Mas não era só isso. Outros plásticos, desprovidos da aura de amor e carisma da marca dinamarquesa, também estavam se acumulando aos olhos de Williams. Boias, garrafas, calçados, cordas?
Então, ela teve uma ideia. Criou uma comunidade para que as pessoas que encontrassem peças de Lego na praia compartilhassem seu feito. Virou uma divertida caça ao tesouro que logo se espalhou pela Europa Ocidental e de quebra ajudou a limpar o litoral. Afinal, a pessoa que encontra um dragão de plástico muito provavelmente já coletou dezenas de garrafas pet na praia até conseguir tal proeza.
A comunidade tem o potencial de se espalhar pelo mundo. O oceanógrafo Curtis Ebbesmeyer ficou conhecido por estudar outro naufrágio plástico e colorido uns anos antes. Em 1992, milhares de patinhos de borracha e outros brinquedos de banheiro se espalharam pelo Pacífico. Ebbesmeyer analisou as correntes marítimas e catalogou o paradeiro desses itens ao longo do tempo.

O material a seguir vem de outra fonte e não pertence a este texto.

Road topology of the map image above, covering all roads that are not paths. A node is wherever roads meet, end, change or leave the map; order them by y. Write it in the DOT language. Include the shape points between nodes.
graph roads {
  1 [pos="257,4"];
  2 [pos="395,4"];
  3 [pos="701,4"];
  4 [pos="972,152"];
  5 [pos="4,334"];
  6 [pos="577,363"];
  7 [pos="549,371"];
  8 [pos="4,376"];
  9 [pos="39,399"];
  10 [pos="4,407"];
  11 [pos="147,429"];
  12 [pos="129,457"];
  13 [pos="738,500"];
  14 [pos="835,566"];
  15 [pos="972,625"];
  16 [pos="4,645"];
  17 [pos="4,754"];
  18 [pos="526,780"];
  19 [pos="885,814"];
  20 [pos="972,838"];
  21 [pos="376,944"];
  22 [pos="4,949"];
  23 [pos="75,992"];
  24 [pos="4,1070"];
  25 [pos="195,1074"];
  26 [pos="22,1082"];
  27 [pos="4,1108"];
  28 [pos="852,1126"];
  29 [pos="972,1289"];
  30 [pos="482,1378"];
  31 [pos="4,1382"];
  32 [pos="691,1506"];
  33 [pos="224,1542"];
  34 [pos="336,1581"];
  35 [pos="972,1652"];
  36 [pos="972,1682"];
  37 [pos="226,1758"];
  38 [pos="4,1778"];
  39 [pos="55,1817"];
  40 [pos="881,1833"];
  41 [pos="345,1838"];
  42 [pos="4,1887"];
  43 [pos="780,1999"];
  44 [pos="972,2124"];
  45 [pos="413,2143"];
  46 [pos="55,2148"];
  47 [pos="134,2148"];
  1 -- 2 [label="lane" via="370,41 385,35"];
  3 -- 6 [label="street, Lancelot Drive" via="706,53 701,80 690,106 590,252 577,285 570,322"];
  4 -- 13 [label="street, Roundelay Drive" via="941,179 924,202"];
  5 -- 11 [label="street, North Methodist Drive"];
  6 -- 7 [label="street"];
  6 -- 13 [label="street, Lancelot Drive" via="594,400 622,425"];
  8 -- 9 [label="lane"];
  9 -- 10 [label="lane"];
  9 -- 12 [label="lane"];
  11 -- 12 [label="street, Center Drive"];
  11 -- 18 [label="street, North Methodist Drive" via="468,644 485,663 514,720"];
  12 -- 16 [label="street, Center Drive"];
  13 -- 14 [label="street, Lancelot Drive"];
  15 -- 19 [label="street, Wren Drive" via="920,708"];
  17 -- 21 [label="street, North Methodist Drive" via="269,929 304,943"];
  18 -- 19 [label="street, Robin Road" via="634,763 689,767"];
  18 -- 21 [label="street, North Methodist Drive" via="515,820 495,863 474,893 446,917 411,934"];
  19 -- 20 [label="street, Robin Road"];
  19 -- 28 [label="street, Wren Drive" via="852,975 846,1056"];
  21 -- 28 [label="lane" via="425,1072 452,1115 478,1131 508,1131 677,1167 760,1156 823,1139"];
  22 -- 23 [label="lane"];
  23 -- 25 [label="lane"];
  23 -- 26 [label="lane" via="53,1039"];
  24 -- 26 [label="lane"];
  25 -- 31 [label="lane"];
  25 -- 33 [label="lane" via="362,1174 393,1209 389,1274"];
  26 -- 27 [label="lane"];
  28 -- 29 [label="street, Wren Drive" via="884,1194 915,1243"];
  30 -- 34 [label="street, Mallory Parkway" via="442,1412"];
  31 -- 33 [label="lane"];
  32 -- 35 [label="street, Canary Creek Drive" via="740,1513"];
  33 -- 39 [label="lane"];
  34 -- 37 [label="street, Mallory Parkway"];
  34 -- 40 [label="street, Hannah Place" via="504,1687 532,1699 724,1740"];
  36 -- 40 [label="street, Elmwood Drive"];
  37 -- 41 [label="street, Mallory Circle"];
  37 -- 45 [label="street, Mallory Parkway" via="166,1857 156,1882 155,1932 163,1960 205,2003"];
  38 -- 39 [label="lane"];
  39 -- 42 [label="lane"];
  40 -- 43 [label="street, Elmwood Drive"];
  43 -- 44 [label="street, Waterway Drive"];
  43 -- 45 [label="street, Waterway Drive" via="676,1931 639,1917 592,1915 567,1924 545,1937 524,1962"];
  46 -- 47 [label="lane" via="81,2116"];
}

Quando ocorreu o acidente da Lego, ele pediu à empresa um inventário do que havia sido perdido. Usou a própria banheira para testar o que boiava e o que afundava. Concluiu que metade das peças flutua, o que significa que muita coisa ainda pode aparecer, e em qualquer lugar.
"Correntes marítimas são como a melhor linha de metrô do mundo", ele disse ao jornal "The New York Times". "Elas levam qualquer coisa a qualquer lugar."
Peças que afundaram também podem ressurgir. Segundo Williams, redes de pescadores às vezes recolhem alguma. Em julho, a comunidade celebrou uma descoberta inédita: o primeiro dos 51.800 tubarões apareceu em um barco pesqueiro. "Faltam só 51.799", escreveu Williams na página do projeto.
São 86 mil seguidores no Facebook e 37 mil no Instagram. Williams se envolveu tanto com o projeto que até escreveu um livro a respeito.
Tudo isso é inegavelmente divertido, mas a caça ao tesouro pelas pecinhas náufragas é também um lembrete lúdico da poluição marinha. O acidente de 1997 foi possivelmente o maior desastre ambiental envolvendo brinquedos de que se tem notícia.
Em 2019, um estudo da Universidade de Plymouth, no Reino Unido, analisou tijolinhos de Lego para calcular quanto tempo eles durariam no mar. A qualidade do plástico do brinquedo, que ajuda a explicar por que ele encaixa tão bem (e por que é tão caro), é uma inimiga nessas horas: os cientistas estimam que as peças possam durar até 1.300 anos no oceano.
Ou seja, elas têm o potencial de virar resquícios arqueológicos da nossa era. O que diria alguém que encontrasse no ano 3300 um dragãozinho de plástico numa praia, emoldurada pelas ruínas da Torre Eiffel?
Ao jornal irlandês "Irish Examiner", Williams mostrou que se converteu em uma espécie de arqueóloga amadora especializada em plásticos. Ela já encontrou sapatinhos e acessórios de bonecas dos anos 1960, palitos de pirulitos dos anos 1970 e refletores de bicicleta que vinham em caixas de cereais matinais nos anos 1980.
Recentemente, a Lego vem tentando tornar seu plástico mais sustentável. Mas é um desafio. A maior companhia de brinquedos do mundo abandonou, em 2023, o projeto de usar um tipo específico de plástico reciclado ao constatar que isso aumentaria as emissões de carbono.
A ideia agora, segundo a empresa, é que até 2026 suas peças sejam feitas com 50% de plásticos renováveis ou reciclados. É esperar para ver.
Spanish Point (e outras praias) deverá ver novas pecinhas plásticas chegando em sua orla. É um futuro muito mais insistente do que aquele dos invasores espanhóis, que hoje estão só na memória das grandes aventuras marinhas.
Poderiam até estar mais, se a Lego retomasse suas coleções de piratas e afins com um kit da Armada Espanhola. Já pensou?